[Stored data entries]
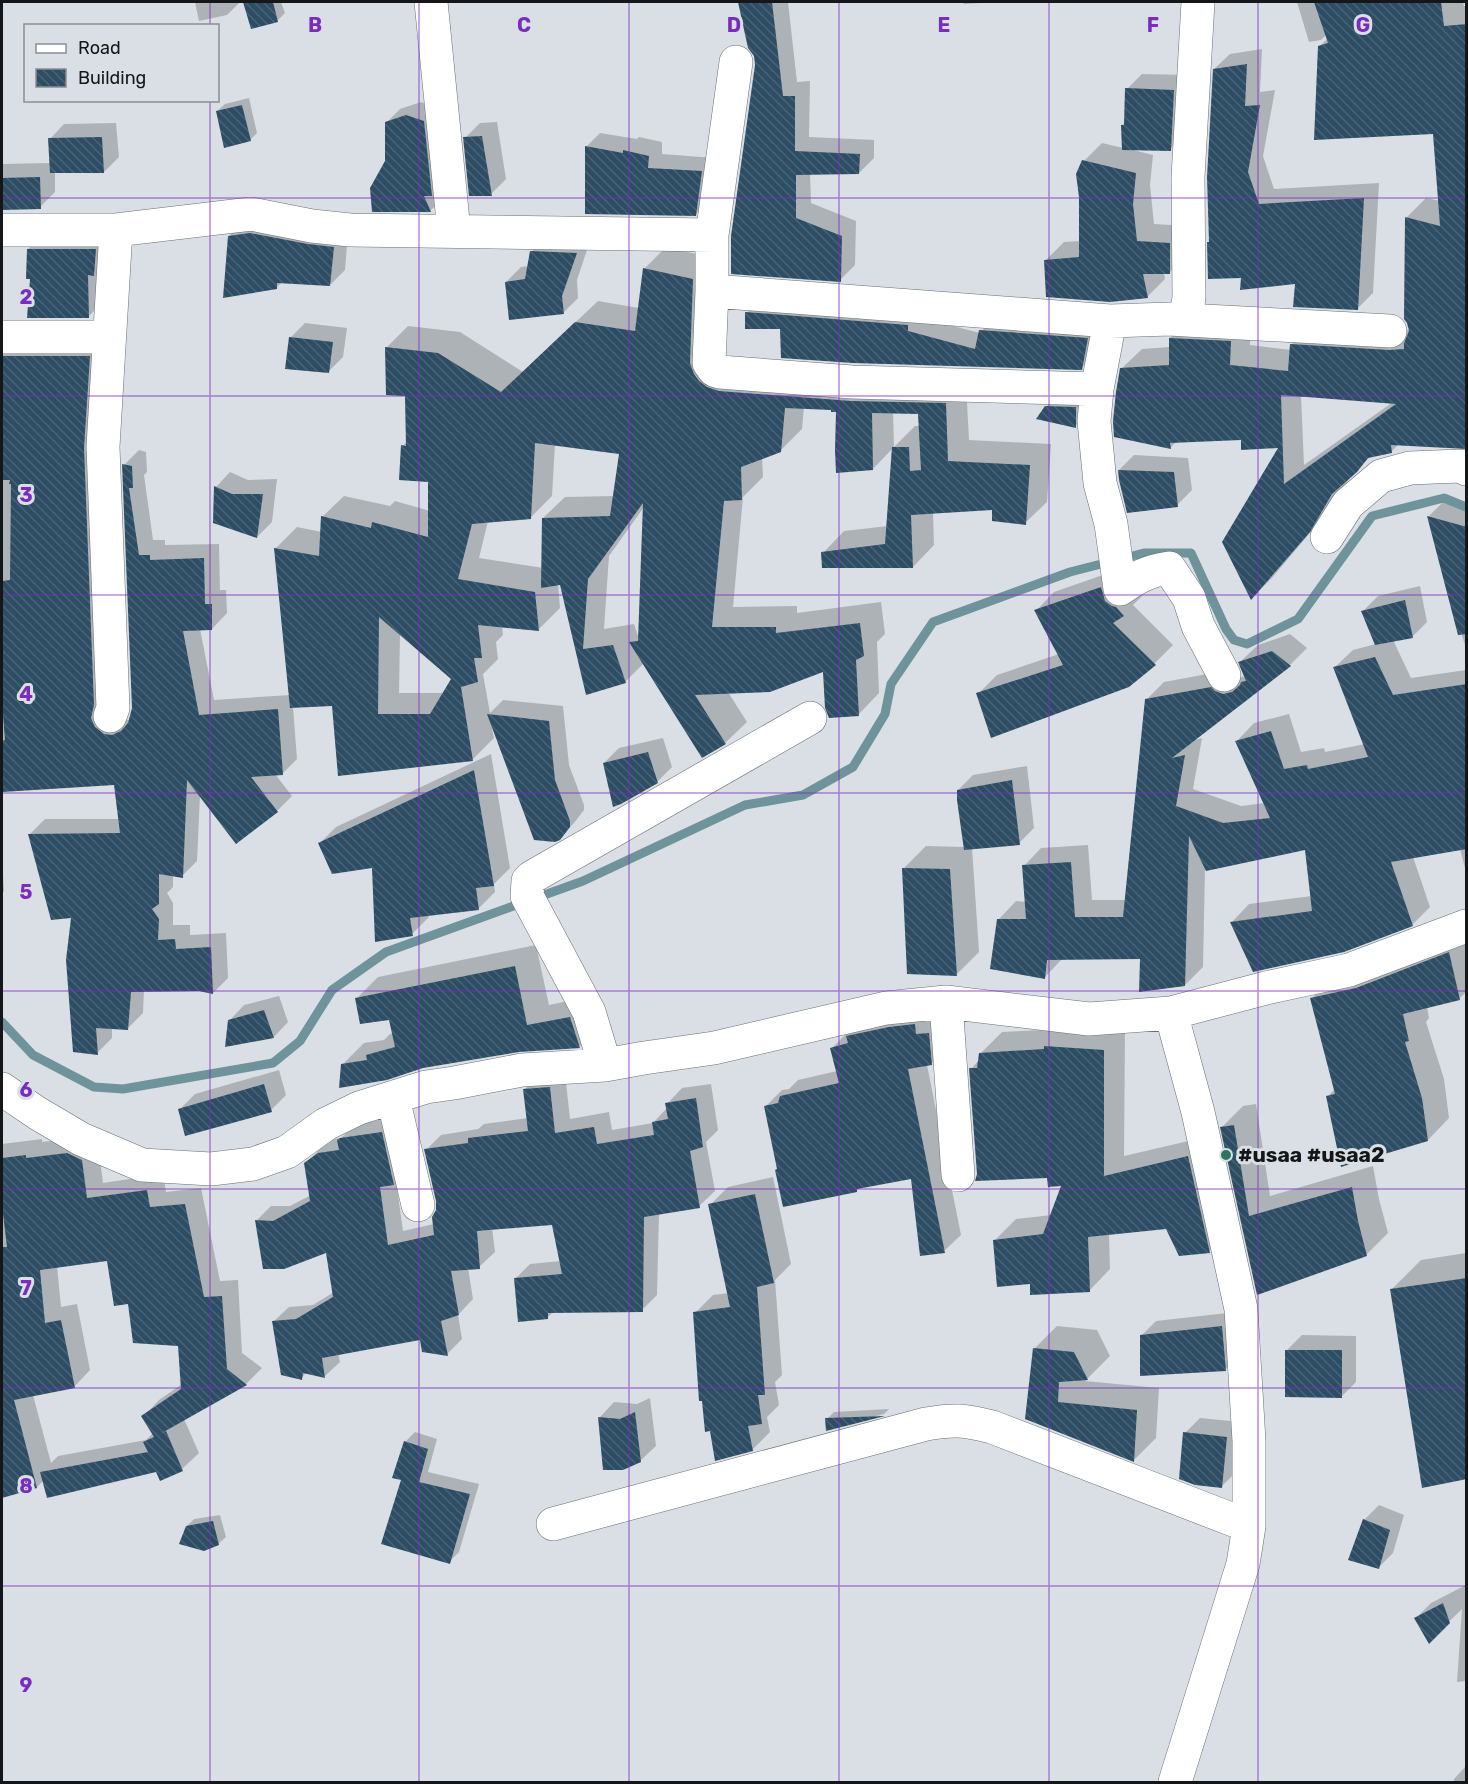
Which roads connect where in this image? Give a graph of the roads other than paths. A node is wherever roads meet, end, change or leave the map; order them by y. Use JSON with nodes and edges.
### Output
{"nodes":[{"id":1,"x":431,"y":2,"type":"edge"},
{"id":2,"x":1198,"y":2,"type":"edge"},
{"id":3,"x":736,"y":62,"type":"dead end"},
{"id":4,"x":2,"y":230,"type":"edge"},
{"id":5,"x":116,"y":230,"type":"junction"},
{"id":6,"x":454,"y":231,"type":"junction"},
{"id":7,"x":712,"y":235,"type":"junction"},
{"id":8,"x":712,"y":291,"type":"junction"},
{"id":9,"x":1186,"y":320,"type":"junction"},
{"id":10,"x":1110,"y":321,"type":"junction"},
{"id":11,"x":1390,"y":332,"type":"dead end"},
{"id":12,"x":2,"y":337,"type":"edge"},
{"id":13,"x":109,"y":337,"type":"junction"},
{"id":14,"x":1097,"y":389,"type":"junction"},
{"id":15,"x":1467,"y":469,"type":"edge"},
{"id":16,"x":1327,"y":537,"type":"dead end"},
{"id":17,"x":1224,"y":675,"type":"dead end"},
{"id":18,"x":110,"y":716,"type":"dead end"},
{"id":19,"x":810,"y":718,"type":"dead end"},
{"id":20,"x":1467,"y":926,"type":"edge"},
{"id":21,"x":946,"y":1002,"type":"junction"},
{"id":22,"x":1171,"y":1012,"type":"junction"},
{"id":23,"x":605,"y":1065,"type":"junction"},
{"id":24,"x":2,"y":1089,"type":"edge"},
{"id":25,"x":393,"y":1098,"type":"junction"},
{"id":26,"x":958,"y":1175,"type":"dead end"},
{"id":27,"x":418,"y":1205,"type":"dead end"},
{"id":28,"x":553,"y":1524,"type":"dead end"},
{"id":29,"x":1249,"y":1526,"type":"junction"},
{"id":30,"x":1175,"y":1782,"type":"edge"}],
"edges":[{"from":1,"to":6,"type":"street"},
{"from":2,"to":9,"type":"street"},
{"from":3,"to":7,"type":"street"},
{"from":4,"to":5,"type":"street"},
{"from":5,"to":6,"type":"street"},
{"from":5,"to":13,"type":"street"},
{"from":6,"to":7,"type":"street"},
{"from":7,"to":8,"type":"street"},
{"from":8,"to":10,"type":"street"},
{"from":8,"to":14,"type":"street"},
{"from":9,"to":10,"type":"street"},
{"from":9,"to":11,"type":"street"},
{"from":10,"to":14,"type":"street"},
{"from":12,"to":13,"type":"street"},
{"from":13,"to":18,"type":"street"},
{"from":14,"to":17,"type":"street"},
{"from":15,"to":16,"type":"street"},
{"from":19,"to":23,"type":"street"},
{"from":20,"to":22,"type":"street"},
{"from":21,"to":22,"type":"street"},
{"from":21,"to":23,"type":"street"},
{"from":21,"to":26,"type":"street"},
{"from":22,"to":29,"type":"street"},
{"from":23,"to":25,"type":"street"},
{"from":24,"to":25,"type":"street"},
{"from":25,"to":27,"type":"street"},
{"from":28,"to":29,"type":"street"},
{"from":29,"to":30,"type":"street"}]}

_TASK DIRECTIONS_:
From the records, copy out each line that includes the string "nodes".

_ANSWER_:
Which roads connect where in this image? Give a graph of the roads other than paths. A node is wherever roads meet, end, change or leave the map; order them by y. Use JSON with nodes and edges.
{"nodes":[{"id":1,"x":431,"y":2,"type":"edge"},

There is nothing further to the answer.